▶ _TASK OBJECTIVE_
Your answer must consist of exactly the lines below, starting with the line with "middle tip: (105, 329)" and going on through the line with "pinky pip: (425, 310)", and nothing else.

ENTRIES SUPPLIED Start Marker

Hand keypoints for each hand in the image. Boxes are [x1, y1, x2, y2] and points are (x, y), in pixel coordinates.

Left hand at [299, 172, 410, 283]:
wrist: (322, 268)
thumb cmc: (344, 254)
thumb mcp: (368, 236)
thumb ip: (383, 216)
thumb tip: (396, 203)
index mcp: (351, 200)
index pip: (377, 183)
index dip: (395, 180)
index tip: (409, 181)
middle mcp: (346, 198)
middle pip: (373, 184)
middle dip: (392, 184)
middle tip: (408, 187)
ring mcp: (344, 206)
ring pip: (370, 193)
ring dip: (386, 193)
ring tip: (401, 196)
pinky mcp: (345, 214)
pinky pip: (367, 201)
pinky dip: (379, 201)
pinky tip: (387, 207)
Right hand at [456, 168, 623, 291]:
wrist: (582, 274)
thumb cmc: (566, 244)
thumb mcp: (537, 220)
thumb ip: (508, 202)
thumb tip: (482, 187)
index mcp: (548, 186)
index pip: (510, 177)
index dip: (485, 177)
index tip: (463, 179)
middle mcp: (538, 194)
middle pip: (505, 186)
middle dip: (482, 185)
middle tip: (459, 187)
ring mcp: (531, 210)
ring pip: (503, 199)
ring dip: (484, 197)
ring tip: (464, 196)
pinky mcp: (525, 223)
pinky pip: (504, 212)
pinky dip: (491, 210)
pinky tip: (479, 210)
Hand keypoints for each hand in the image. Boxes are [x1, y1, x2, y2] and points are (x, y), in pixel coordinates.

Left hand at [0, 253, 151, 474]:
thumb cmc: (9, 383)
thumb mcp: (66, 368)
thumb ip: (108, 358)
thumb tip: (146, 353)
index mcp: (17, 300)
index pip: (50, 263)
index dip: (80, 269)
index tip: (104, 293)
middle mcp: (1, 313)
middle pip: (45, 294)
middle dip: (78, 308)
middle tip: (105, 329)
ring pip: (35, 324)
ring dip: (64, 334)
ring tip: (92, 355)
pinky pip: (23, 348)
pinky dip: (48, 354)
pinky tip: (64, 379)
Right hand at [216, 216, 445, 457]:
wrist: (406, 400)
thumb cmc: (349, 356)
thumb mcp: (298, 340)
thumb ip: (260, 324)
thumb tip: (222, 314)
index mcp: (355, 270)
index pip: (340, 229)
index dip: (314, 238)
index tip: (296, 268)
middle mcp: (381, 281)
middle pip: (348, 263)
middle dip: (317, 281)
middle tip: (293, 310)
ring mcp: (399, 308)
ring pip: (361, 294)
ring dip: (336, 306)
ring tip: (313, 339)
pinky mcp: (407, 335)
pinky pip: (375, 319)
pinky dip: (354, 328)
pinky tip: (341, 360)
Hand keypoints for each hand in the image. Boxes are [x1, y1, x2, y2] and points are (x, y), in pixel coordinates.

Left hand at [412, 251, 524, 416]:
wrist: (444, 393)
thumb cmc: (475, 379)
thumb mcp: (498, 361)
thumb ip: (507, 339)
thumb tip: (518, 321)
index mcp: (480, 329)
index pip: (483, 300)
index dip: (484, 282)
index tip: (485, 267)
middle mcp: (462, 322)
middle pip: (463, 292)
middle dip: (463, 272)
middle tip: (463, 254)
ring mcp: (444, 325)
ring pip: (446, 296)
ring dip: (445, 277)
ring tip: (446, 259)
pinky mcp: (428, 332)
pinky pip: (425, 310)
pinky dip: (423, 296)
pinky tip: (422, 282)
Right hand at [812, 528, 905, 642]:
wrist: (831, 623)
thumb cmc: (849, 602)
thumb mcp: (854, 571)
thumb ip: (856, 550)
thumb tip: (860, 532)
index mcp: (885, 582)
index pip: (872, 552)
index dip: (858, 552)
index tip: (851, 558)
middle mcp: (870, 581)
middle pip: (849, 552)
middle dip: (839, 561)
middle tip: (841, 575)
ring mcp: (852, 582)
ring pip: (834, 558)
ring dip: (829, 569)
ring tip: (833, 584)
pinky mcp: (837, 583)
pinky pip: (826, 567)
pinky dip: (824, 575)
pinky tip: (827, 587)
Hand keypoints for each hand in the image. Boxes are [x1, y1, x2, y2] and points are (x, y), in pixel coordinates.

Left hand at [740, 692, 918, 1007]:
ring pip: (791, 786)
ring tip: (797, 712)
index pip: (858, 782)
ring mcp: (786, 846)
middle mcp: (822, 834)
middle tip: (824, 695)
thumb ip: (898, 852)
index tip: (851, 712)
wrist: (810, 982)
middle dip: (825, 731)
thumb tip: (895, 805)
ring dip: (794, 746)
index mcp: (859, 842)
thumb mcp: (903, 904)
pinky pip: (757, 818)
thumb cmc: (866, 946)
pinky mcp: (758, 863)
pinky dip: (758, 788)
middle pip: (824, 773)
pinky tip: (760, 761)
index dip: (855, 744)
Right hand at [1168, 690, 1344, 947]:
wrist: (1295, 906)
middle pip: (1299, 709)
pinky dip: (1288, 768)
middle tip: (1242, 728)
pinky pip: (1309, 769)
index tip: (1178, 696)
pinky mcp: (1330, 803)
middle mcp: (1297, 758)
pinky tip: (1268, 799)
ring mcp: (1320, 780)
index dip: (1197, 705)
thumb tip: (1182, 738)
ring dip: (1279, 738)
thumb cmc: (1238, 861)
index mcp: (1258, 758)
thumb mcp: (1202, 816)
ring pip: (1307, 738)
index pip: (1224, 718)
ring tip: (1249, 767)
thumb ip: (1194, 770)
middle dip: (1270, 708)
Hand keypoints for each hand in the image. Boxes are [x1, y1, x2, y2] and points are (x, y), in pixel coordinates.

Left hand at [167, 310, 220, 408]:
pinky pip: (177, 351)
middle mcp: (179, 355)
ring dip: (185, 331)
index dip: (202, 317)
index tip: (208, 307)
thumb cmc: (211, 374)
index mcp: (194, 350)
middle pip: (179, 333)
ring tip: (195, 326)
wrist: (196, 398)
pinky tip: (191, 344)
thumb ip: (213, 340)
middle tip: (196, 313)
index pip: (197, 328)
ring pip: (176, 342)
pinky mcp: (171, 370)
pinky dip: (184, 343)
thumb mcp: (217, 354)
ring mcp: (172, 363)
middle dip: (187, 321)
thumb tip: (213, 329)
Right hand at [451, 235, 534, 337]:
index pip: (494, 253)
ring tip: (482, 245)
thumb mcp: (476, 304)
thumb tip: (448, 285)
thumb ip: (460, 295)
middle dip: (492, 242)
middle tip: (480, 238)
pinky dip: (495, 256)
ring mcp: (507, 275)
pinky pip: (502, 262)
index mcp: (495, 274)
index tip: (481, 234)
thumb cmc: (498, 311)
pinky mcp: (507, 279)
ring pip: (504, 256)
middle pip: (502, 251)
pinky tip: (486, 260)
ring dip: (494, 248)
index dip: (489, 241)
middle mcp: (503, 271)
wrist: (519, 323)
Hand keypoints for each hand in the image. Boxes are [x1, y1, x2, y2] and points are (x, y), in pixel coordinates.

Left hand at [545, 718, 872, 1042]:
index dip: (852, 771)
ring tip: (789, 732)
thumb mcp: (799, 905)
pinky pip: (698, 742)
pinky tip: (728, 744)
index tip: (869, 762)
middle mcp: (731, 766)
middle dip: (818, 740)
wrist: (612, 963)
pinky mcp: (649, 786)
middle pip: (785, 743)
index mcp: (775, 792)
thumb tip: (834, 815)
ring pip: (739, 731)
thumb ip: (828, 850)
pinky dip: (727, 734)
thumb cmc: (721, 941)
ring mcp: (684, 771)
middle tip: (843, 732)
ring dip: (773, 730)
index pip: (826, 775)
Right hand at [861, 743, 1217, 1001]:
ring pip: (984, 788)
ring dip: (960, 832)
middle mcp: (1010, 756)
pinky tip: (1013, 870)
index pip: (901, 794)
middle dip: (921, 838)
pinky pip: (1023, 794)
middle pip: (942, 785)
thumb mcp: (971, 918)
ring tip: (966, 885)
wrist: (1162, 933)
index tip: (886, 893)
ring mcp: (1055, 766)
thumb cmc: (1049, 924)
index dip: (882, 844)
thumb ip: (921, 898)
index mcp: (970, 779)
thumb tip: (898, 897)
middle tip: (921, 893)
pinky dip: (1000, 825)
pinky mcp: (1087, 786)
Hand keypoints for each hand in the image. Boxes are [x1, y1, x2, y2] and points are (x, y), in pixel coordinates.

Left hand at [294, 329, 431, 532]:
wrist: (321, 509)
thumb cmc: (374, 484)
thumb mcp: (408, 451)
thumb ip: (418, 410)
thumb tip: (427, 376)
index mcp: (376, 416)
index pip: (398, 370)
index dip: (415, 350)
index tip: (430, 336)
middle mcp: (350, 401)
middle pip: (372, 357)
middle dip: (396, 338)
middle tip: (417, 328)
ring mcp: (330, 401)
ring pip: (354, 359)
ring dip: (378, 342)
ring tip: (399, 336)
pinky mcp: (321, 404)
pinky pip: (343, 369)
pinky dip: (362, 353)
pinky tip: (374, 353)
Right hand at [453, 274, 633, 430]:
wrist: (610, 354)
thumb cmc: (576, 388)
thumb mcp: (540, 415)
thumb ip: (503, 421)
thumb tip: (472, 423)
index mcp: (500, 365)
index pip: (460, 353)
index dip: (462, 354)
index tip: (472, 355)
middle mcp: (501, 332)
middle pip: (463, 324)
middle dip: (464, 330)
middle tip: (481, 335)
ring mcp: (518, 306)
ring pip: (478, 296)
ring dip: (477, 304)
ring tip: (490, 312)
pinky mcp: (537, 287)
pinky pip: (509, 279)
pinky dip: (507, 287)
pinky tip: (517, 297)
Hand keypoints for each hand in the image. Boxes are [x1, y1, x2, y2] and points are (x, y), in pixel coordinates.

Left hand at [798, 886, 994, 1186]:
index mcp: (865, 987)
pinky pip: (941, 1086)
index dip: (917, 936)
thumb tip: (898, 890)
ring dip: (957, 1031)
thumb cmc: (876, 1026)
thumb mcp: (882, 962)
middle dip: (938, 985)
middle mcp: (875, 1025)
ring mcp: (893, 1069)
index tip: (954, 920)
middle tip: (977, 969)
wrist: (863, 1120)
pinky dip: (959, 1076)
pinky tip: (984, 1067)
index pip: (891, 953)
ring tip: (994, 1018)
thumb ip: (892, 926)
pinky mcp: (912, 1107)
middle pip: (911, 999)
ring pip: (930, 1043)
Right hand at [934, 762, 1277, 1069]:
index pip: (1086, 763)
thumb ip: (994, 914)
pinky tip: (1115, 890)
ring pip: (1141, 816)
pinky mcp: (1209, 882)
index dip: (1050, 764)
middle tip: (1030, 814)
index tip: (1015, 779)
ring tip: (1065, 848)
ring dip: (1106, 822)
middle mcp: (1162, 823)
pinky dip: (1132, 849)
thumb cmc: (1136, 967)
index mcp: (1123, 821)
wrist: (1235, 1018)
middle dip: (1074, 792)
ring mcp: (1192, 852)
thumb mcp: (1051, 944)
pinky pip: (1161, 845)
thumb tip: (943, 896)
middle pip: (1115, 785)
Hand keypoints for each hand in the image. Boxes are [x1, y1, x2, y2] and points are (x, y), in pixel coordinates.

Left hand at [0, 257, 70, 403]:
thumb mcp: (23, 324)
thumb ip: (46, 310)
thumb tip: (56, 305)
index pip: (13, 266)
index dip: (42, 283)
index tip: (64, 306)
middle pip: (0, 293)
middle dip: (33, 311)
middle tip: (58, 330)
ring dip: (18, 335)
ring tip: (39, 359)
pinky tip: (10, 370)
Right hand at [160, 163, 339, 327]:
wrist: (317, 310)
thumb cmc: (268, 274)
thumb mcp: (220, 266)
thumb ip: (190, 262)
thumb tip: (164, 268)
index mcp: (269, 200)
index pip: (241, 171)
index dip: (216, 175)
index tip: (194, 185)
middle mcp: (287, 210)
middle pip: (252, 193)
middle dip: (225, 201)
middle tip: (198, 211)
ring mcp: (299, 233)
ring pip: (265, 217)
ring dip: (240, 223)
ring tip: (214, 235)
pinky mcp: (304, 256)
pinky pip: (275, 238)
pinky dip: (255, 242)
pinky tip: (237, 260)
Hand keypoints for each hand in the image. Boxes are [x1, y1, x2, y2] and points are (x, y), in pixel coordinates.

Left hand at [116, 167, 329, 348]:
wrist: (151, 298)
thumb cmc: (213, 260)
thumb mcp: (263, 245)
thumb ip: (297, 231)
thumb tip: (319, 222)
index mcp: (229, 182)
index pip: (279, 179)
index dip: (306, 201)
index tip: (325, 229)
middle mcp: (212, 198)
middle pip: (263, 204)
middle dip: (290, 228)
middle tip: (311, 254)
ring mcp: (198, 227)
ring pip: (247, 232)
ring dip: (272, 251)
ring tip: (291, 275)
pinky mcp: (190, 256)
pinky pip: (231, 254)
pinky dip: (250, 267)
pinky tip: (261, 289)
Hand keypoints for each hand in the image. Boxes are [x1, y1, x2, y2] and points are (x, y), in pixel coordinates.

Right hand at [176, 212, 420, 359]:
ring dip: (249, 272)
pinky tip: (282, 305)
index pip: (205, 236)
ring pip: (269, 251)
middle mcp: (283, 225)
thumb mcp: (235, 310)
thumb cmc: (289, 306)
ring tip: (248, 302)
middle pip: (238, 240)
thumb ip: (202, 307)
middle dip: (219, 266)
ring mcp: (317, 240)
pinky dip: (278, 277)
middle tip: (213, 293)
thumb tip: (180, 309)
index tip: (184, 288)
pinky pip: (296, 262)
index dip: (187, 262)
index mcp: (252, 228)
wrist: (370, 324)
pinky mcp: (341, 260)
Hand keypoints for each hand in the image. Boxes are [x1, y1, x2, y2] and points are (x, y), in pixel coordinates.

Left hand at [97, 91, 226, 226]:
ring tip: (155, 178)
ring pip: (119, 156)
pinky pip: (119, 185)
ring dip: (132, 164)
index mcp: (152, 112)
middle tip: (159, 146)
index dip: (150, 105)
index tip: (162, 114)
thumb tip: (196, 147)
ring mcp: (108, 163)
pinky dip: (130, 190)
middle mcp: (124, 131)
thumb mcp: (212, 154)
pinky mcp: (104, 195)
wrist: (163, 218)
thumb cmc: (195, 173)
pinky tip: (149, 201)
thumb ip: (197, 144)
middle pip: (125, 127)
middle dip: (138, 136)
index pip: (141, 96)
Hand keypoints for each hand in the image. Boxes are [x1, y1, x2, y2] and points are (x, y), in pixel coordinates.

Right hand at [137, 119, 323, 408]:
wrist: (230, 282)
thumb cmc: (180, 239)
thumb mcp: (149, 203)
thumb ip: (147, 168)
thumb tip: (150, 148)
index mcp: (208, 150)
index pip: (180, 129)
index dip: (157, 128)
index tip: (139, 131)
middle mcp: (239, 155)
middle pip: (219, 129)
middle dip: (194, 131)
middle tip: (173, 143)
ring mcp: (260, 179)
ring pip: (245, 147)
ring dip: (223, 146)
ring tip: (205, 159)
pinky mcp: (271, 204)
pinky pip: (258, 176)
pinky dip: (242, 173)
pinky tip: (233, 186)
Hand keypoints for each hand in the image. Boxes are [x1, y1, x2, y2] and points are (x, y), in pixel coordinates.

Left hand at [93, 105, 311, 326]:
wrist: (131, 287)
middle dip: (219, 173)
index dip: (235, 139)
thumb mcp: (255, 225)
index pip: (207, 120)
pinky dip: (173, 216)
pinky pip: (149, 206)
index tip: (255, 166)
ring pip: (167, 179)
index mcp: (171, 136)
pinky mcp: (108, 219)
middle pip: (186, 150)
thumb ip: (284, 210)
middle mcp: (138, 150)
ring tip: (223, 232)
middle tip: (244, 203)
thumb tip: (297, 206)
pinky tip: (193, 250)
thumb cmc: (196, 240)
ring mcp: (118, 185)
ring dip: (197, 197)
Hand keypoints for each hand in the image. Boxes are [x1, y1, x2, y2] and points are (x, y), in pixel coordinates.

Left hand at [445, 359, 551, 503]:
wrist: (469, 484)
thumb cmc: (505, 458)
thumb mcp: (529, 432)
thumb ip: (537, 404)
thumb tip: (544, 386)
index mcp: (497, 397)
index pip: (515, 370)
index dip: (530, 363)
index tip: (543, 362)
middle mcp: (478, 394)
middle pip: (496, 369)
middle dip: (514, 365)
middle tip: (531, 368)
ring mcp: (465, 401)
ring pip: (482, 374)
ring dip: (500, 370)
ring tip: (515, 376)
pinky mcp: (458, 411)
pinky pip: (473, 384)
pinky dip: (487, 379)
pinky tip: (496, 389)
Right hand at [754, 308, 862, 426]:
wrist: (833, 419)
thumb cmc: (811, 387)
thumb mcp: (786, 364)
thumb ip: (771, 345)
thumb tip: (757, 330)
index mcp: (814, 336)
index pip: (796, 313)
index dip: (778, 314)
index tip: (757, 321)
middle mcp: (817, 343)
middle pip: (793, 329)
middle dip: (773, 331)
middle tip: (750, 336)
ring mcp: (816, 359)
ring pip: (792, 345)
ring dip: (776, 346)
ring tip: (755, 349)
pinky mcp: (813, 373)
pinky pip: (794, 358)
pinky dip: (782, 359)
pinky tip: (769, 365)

ENTRIES SUPPLIED End Marker

▶ _SOLUTION TO THE PROBLEM_
middle tip: (105, 329)
ring pip: (35, 324)
ring dip: (64, 334)
ring tip: (92, 355)
pinky pip: (23, 348)
pinky dip: (48, 354)
pinky tip: (64, 379)
Right hand at [216, 216, 445, 457]:
wrist: (406, 400)
thumb cmc: (349, 356)
thumb mcp: (298, 340)
thumb ip: (260, 324)
thumb tip: (222, 314)
index mcp: (355, 270)
index pip: (340, 229)
index dip: (314, 238)
index tip: (296, 268)
middle mcp: (381, 281)
middle pip: (348, 263)
middle dip: (317, 281)
middle tip: (293, 310)
ring mcp: (399, 308)
ring pip: (361, 294)
ring dip: (336, 306)
ring tip: (313, 339)
pinky mcp: (407, 335)
pinky pip: (375, 319)
pinky dip: (354, 328)
pinky tip: (341, 360)
Hand keypoints for each hand in the image. Boxes are [x1, y1, x2, y2] and points are (x, y), in pixel coordinates.

Left hand at [412, 251, 524, 416]:
wrist: (444, 393)
thumb cmc: (475, 379)
thumb mcp: (498, 361)
thumb ip: (507, 339)
thumb tip: (518, 321)
index mcp: (480, 329)
index pip: (483, 300)
index dip: (484, 282)
index tip: (485, 267)
middle mcp: (462, 322)
middle pip: (463, 292)
middle dip: (463, 272)
middle tip: (463, 254)
ring mcp: (444, 325)
ring pip: (446, 296)
ring dip: (445, 277)
ring tip: (446, 259)
pinky mcp: (428, 332)
pinky pip: (425, 310)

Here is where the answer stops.